The Republican party has, since the end of the Progressive Era, been a reactionary force in American politics, but not since the days of former Senator Joseph McCarthy’s Red Scare have conservatives been so committed to turning back the clock on social progress. The first shot in the latest culture war was fired late last year with former President Trump’s authoritarian push for a patriotic education.
Over the summer, a new front opened in the fight over our education: Republicans in 27 states have taken concrete action to ban the teaching of critical race theory. CRT is an academic concept which posits that race itself is a social construct and that racism is not merely the product of personal bias or prejudice but that it is embedded in institutional structures such as our laws and government policy. The reaction to CRT is far more dangerous to the health of our already disease-riddled democratic society than the theoretical harm that could come from teaching anti-racism.
In American history there are two distinct Red Scares.
The second Red Scare came about with the beginning of the Cold War.

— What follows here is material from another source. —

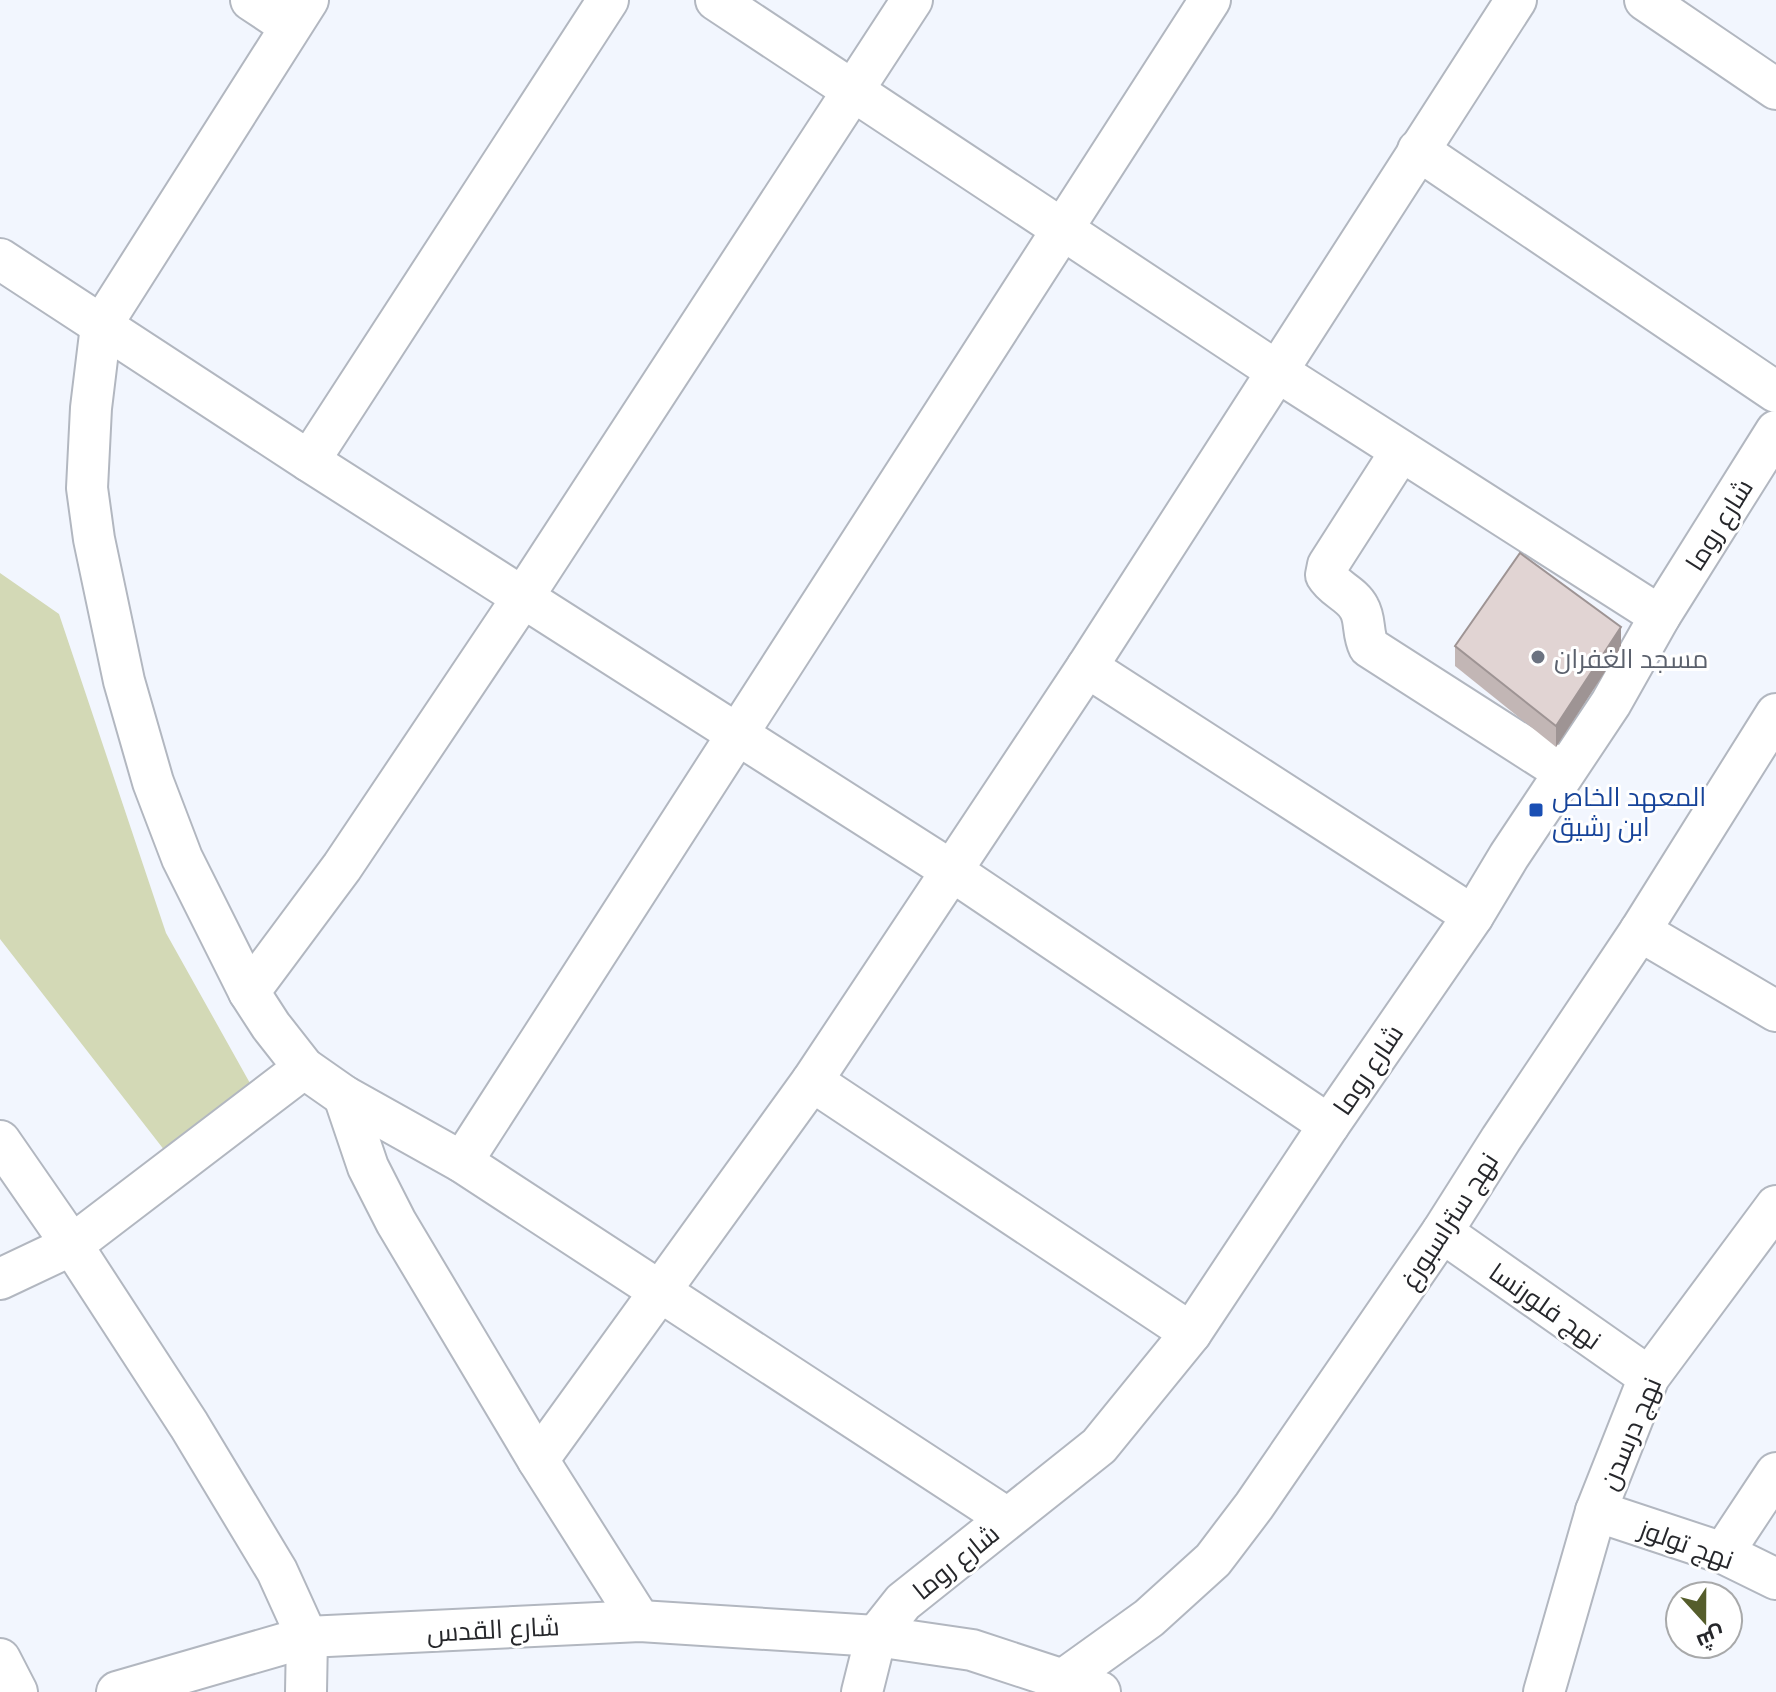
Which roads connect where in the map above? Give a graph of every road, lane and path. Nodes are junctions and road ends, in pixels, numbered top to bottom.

McCarthy used his position as Chair of the Senate Government Operations Committee to interrogate government workers he accused of being communists and Soviet spies. Despite never providing any substantial evidence, McCarthy managed to more or less defame hundreds of people. His actions and the actions of his peers inspired various industries, most notably music and film, to create blacklists, barring any suspected communists, socialists or anarchists from working in the mainstream.
On July 7, University of Nebraska Regent Jim Pillen, a Republican gubernatorial hopeful, announced he would propose a resolution to ban the teaching of critical race theory at NU. On July 14, the UNL faculty senate issued a statement opposing such a ban on the grounds that it would infringe upon the academic freedoms of both students and educators. Shortly thereafter NU President Ted Carter and the chancellors of the various NU campuses issued their own statement likewise opposing the proposed ban. On Aug. 9, four days before the Board of Regents voted on the resolution, Governor Pete Ricketts, published a tirade on why he thinks CRT is the new communism.
In the same week, Republicans in the Texas senate proposed an amendment to an education bill that would, among other things, remove Martin Luther King Jr.’s “I Have a Dream” speech and “Letter from a Birmingham Jail” from the state’s curriculum. Furthermore, the amendment would remove a requirement that educators in Texas teach that white supremacy and the Ku Klux Klan are “morally wrong.”
This reaction against teaching basic facts about the country’s racist past and present is only the opening salvo of a Third Red Scare. Luckily for NU students and faculty, Regent Pillen’s flagrant assault on the academic freedoms of all those in the NU system has failed. On Aug. 13, the Board of Regents voted 5-3 against Pillen’s resolution. Such a gross politicization of our education system should be enough to get Pillen cast into political obscurity for at least a decade.
Unfortunately, such red-baiting will only serve to score political points with a base which has been propagandized to believe that anything adjacent to socialism will invariably lead to a totalitarian Soviet-style dictatorship.
Ultimately, this is largely a distraction from the pressing issues of our time, most urgently, climate change and the degradation of our democratic norms. The fear over critical race theory is largely unfounded and a distraction from meaningful, policy-based discussion about how to fix the things that are wrong with our society.
While I don’t know what the best way to teach anti-racism is, I do think we should teach it because it’s an important step in mitigating interpersonal racism, which is a step in tackling the much larger issue of systematic racism. However, it seems clear, based on the attempts of the American right to ban or limit education about the racist history of this country, that they don’t want to address systemic racism at all.
Republican politicians will continue to rail against CRT and try to link it to some vague Marxist boogeyman. However, it is important to note that just like McCarthy’s Red Scare, there really isn’t much evidence for these claims. Sure, they can give you anecdotes about this one elementary school teacher here or this quickly retracted pamphlet there, but that’s not evidence of any wider trend, those are isolated variables. We shouldn’t make sweeping policy decisions based on a handful of poorly thought out ways of teaching anti-racism.